Exercise details
Look through the material below and copy every line containing the word "Expressway".
START Entries supplied
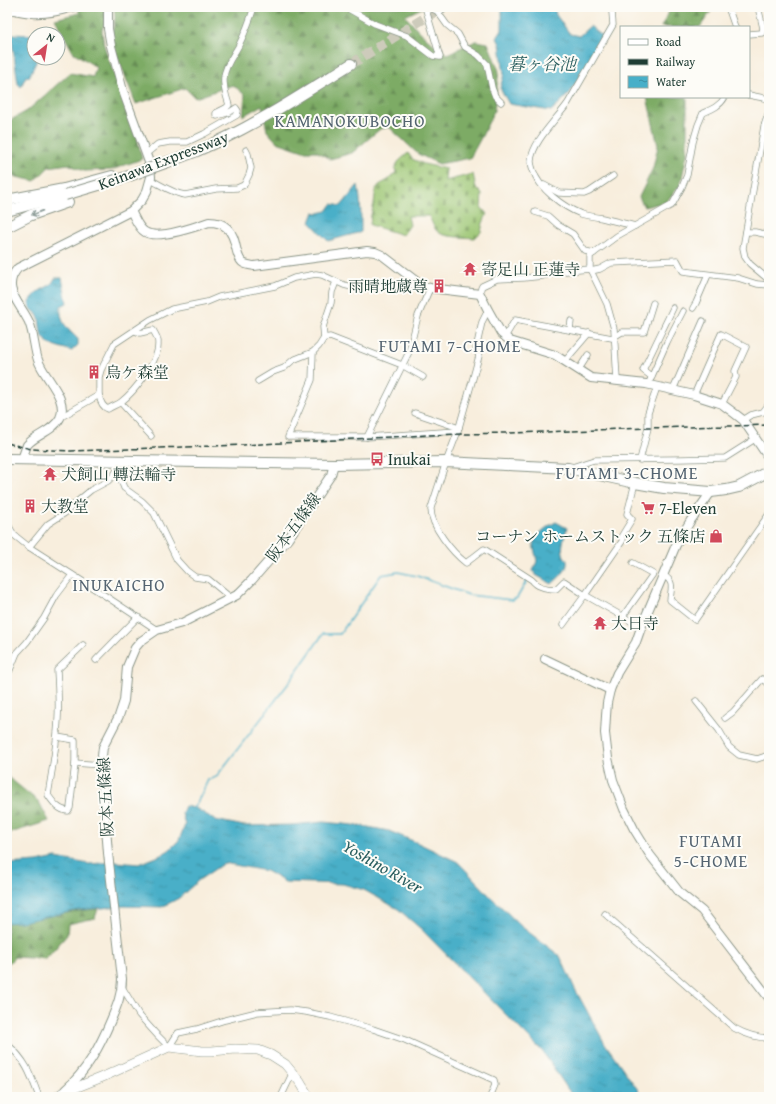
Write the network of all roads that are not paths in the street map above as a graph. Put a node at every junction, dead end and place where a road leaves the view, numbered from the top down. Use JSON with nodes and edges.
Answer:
{"nodes":[{"id":1,"x":73,"y":7,"type":"edge"},
{"id":2,"x":108,"y":7,"type":"edge"},
{"id":3,"x":254,"y":7,"type":"edge"},
{"id":4,"x":345,"y":7,"type":"edge"},
{"id":5,"x":428,"y":7,"type":"edge"},
{"id":6,"x":610,"y":7,"type":"edge"},
{"id":7,"x":728,"y":7,"type":"edge"},
{"id":8,"x":758,"y":7,"type":"edge"},
{"id":9,"x":7,"y":9,"type":"edge"},
{"id":10,"x":735,"y":26,"type":"edge"},
{"id":11,"x":750,"y":34,"type":"edge"},
{"id":12,"x":351,"y":64,"type":"tunnel mouth"},
{"id":13,"x":750,"y":95,"type":"edge"},
{"id":14,"x":723,"y":99,"type":"edge"},
{"id":15,"x":769,"y":99,"type":"edge"},
{"id":16,"x":501,"y":102,"type":"dead end"},
{"id":17,"x":769,"y":112,"type":"edge"},
{"id":18,"x":246,"y":150,"type":"dead end"},
{"id":19,"x":147,"y":153,"type":"junction"},
{"id":20,"x":161,"y":164,"type":"junction"},
{"id":21,"x":613,"y":176,"type":"dead end"},
{"id":22,"x":151,"y":180,"type":"junction"},
{"id":23,"x":540,"y":183,"type":"junction"},
{"id":24,"x":66,"y":195,"type":"junction"},
{"id":25,"x":7,"y":200,"type":"edge"},
{"id":26,"x":7,"y":211,"type":"edge"},
{"id":27,"x":131,"y":211,"type":"junction"},
{"id":28,"x":535,"y":212,"type":"dead end"},
{"id":29,"x":7,"y":226,"type":"edge"},
{"id":30,"x":635,"y":226,"type":"junction"},
{"id":31,"x":746,"y":232,"type":"junction"},
{"id":32,"x":769,"y":235,"type":"edge"},
{"id":33,"x":594,"y":253,"type":"junction"},
{"id":34,"x":590,"y":270,"type":"junction"},
{"id":35,"x":708,"y":275,"type":"junction"},
{"id":36,"x":769,"y":280,"type":"edge"},
{"id":37,"x":336,"y":282,"type":"junction"},
{"id":38,"x":421,"y":285,"type":"junction"},
{"id":39,"x":769,"y":285,"type":"edge"},
{"id":40,"x":430,"y":288,"type":"junction"},
{"id":41,"x":480,"y":294,"type":"junction"},
{"id":42,"x":653,"y":303,"type":"dead end"},
{"id":43,"x":673,"y":308,"type":"dead end"},
{"id":44,"x":693,"y":308,"type":"dead end"},
{"id":45,"x":488,"y":310,"type":"junction"},
{"id":46,"x":683,"y":311,"type":"dead end"},
{"id":47,"x":571,"y":321,"type":"dead end"},
{"id":48,"x":702,"y":321,"type":"dead end"},
{"id":49,"x":135,"y":330,"type":"junction"},
{"id":50,"x":570,"y":330,"type":"junction"},
{"id":51,"x":589,"y":333,"type":"junction"},
{"id":52,"x":615,"y":336,"type":"junction"},
{"id":53,"x":505,"y":337,"type":"junction"},
{"id":54,"x":324,"y":338,"type":"junction"},
{"id":55,"x":313,"y":352,"type":"junction"},
{"id":56,"x":588,"y":355,"type":"dead end"},
{"id":57,"x":566,"y":361,"type":"junction"},
{"id":58,"x":402,"y":365,"type":"junction"},
{"id":59,"x":579,"y":369,"type":"junction"},
{"id":60,"x":423,"y":376,"type":"dead end"},
{"id":61,"x":617,"y":380,"type":"junction"},
{"id":62,"x":258,"y":381,"type":"dead end"},
{"id":63,"x":650,"y":381,"type":"junction"},
{"id":64,"x":657,"y":386,"type":"junction"},
{"id":65,"x":673,"y":390,"type":"junction"},
{"id":66,"x":99,"y":395,"type":"junction"},
{"id":67,"x":694,"y":395,"type":"junction"},
{"id":68,"x":120,"y":403,"type":"junction"},
{"id":69,"x":722,"y":404,"type":"junction"},
{"id":70,"x":769,"y":404,"type":"edge"},
{"id":71,"x":415,"y":414,"type":"dead end"},
{"id":72,"x":61,"y":417,"type":"junction"},
{"id":73,"x":743,"y":420,"type":"junction"},
{"id":74,"x":458,"y":430,"type":"junction"},
{"id":75,"x":151,"y":436,"type":"dead end"},
{"id":76,"x":367,"y":437,"type":"junction"},
{"id":77,"x":755,"y":439,"type":"junction"},
{"id":78,"x":769,"y":457,"type":"edge"},
{"id":79,"x":7,"y":459,"type":"edge"},
{"id":80,"x":22,"y":459,"type":"junction"},
{"id":81,"x":640,"y":460,"type":"junction"},
{"id":82,"x":446,"y":462,"type":"junction"},
{"id":83,"x":334,"y":464,"type":"junction"},
{"id":84,"x":118,"y":465,"type":"junction"},
{"id":85,"x":568,"y":468,"type":"junction"},
{"id":86,"x":769,"y":471,"type":"edge"},
{"id":87,"x":635,"y":483,"type":"junction"},
{"id":88,"x":711,"y":492,"type":"junction"},
{"id":89,"x":769,"y":514,"type":"edge"},
{"id":90,"x":7,"y":523,"type":"edge"},
{"id":91,"x":29,"y":547,"type":"junction"},
{"id":92,"x":633,"y":563,"type":"dead end"},
{"id":93,"x":72,"y":575,"type":"junction"},
{"id":94,"x":663,"y":575,"type":"junction"},
{"id":95,"x":585,"y":595,"type":"junction"},
{"id":96,"x":232,"y":598,"type":"junction"},
{"id":97,"x":623,"y":616,"type":"junction"},
{"id":98,"x":138,"y":617,"type":"junction"},
{"id":99,"x":562,"y":625,"type":"dead end"},
{"id":100,"x":642,"y":625,"type":"junction"},
{"id":101,"x":157,"y":630,"type":"junction"},
{"id":102,"x":83,"y":645,"type":"dead end"},
{"id":103,"x":544,"y":658,"type":"dead end"},
{"id":104,"x":96,"y":660,"type":"dead end"},
{"id":105,"x":7,"y":673,"type":"edge"},
{"id":106,"x":769,"y":684,"type":"edge"},
{"id":107,"x":610,"y":690,"type":"junction"},
{"id":108,"x":696,"y":701,"type":"dead end"},
{"id":109,"x":726,"y":718,"type":"dead end"},
{"id":110,"x":57,"y":737,"type":"junction"},
{"id":111,"x":769,"y":755,"type":"edge"},
{"id":112,"x":75,"y":763,"type":"junction"},
{"id":113,"x":101,"y":765,"type":"junction"},
{"id":114,"x":605,"y":914,"type":"dead end"},
{"id":115,"x":122,"y":987,"type":"junction"},
{"id":116,"x":769,"y":998,"type":"edge"},
{"id":117,"x":769,"y":1038,"type":"edge"},
{"id":118,"x":7,"y":1044,"type":"edge"},
{"id":119,"x":169,"y":1047,"type":"junction"},
{"id":120,"x":300,"y":1082,"type":"junction"},
{"id":121,"x":60,"y":1096,"type":"edge"},
{"id":122,"x":39,"y":1097,"type":"edge"},
{"id":123,"x":282,"y":1097,"type":"edge"},
{"id":124,"x":309,"y":1097,"type":"edge"},
{"id":125,"x":490,"y":1097,"type":"edge"}],
"edges":[{"from":1,"to":9,"type":"main road"},
{"from":2,"to":19,"type":"main road"},
{"from":3,"to":19,"type":"street"},
{"from":4,"to":5,"type":"street"},
{"from":5,"to":16,"type":"street"},
{"from":6,"to":23,"type":"street"},
{"from":7,"to":10,"type":"street"},
{"from":8,"to":11,"type":"street"},
{"from":12,"to":20,"type":"highway","name":"Keinawa Expressway"},
{"from":13,"to":15,"type":"street"},
{"from":14,"to":30,"type":"street"},
{"from":17,"to":31,"type":"street"},
{"from":18,"to":22,"type":"street"},
{"from":19,"to":22,"type":"main road"},
{"from":20,"to":24,"type":"highway","name":"Keinawa Expressway","bridge":true},
{"from":20,"to":24,"type":"highway","bridge":true},
{"from":21,"to":23,"type":"street"},
{"from":22,"to":27,"type":"main road"},
{"from":23,"to":30,"type":"street"},
{"from":24,"to":25,"type":"highway"},
{"from":24,"to":26,"type":"highway","name":"Keinawa Expressway"},
{"from":24,"to":29,"type":"highway","one_way":true},
{"from":27,"to":38,"type":"main road"},
{"from":27,"to":72,"type":"main road"},
{"from":28,"to":33,"type":"street"},
{"from":30,"to":33,"type":"street"},
{"from":31,"to":32,"type":"street"},
{"from":31,"to":36,"type":"street"},
{"from":33,"to":34,"type":"street"},
{"from":34,"to":35,"type":"street"},
{"from":34,"to":41,"type":"street"},
{"from":34,"to":52,"type":"street"},
{"from":35,"to":39,"type":"street"},
{"from":35,"to":44,"type":"street"},
{"from":37,"to":38,"type":"street"},
{"from":37,"to":49,"type":"street"},
{"from":37,"to":54,"type":"street"},
{"from":38,"to":40,"type":"main road"},
{"from":40,"to":41,"type":"main road"},
{"from":40,"to":58,"type":"street"},
{"from":41,"to":45,"type":"main road"},
{"from":42,"to":52,"type":"street"},
{"from":43,"to":63,"type":"street"},
{"from":45,"to":53,"type":"main road"},
{"from":45,"to":74,"type":"street"},
{"from":46,"to":63,"type":"street"},
{"from":47,"to":50,"type":"street"},
{"from":48,"to":65,"type":"street"},
{"from":49,"to":66,"type":"street"},
{"from":49,"to":68,"type":"street"},
{"from":50,"to":51,"type":"street"},
{"from":50,"to":53,"type":"street"},
{"from":51,"to":52,"type":"street"},
{"from":51,"to":57,"type":"street"},
{"from":52,"to":61,"type":"street"},
{"from":53,"to":57,"type":"main road"},
{"from":54,"to":55,"type":"street"},
{"from":54,"to":58,"type":"street"},
{"from":55,"to":62,"type":"street"},
{"from":55,"to":76,"type":"street"},
{"from":56,"to":59,"type":"street"},
{"from":57,"to":59,"type":"main road"},
{"from":58,"to":60,"type":"street"},
{"from":58,"to":76,"type":"street"},
{"from":59,"to":61,"type":"main road"},
{"from":61,"to":63,"type":"main road"},
{"from":63,"to":64,"type":"main road"},
{"from":64,"to":65,"type":"main road"},
{"from":64,"to":81,"type":"street"},
{"from":65,"to":67,"type":"main road"},
{"from":66,"to":68,"type":"street"},
{"from":66,"to":72,"type":"street"},
{"from":67,"to":69,"type":"main road"},
{"from":67,"to":69,"type":"street"},
{"from":68,"to":75,"type":"street"},
{"from":69,"to":73,"type":"main road"},
{"from":70,"to":73,"type":"street"},
{"from":71,"to":74,"type":"street"},
{"from":72,"to":80,"type":"main road"},
{"from":73,"to":77,"type":"main road"},
{"from":74,"to":76,"type":"street"},
{"from":74,"to":82,"type":"street"},
{"from":77,"to":78,"type":"main road"},
{"from":77,"to":81,"type":"street"},
{"from":79,"to":80,"type":"highway"},
{"from":80,"to":84,"type":"highway"},
{"from":81,"to":85,"type":"street"},
{"from":82,"to":83,"type":"highway"},
{"from":82,"to":85,"type":"highway"},
{"from":82,"to":95,"type":"street"},
{"from":83,"to":84,"type":"highway"},
{"from":83,"to":96,"type":"main road","name":"阪本五條線"},
{"from":84,"to":91,"type":"street"},
{"from":84,"to":96,"type":"street"},
{"from":85,"to":87,"type":"highway"},
{"from":86,"to":88,"type":"highway"},
{"from":87,"to":88,"type":"highway"},
{"from":87,"to":95,"type":"street"},
{"from":88,"to":94,"type":"main road"},
{"from":89,"to":94,"type":"street"},
{"from":90,"to":91,"type":"street"},
{"from":91,"to":93,"type":"street"},
{"from":92,"to":97,"type":"street"},
{"from":93,"to":98,"type":"street"},
{"from":93,"to":105,"type":"street"},
{"from":94,"to":100,"type":"main road"},
{"from":95,"to":97,"type":"street"},
{"from":95,"to":99,"type":"street"},
{"from":96,"to":101,"type":"main road","name":"阪本五條線"},
{"from":97,"to":100,"type":"street"},
{"from":98,"to":101,"type":"street"},
{"from":98,"to":104,"type":"street"},
{"from":100,"to":107,"type":"main road"},
{"from":101,"to":113,"type":"main road","name":"阪本五條線"},
{"from":102,"to":110,"type":"street"},
{"from":103,"to":107,"type":"main road"},
{"from":106,"to":109,"type":"street"},
{"from":107,"to":116,"type":"main road"},
{"from":108,"to":111,"type":"street"},
{"from":110,"to":112,"type":"street"},
{"from":110,"to":112,"type":"street"},
{"from":112,"to":113,"type":"street"},
{"from":113,"to":115,"type":"main road","name":"阪本五條線"},
{"from":114,"to":117,"type":"street"},
{"from":115,"to":119,"type":"street"},
{"from":115,"to":121,"type":"main road","name":"阪本五條線"},
{"from":118,"to":122,"type":"street"},
{"from":119,"to":120,"type":"main road"},
{"from":119,"to":121,"type":"main road"},
{"from":119,"to":125,"type":"street"},
{"from":120,"to":123,"type":"street"},
{"from":120,"to":124,"type":"main road"}]}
END Entries supplied
Solution below
{"from":12,"to":20,"type":"highway","name":"Keinawa Expressway"},
{"from":20,"to":24,"type":"highway","name":"Keinawa Expressway","bridge":true},
{"from":24,"to":26,"type":"highway","name":"Keinawa Expressway"},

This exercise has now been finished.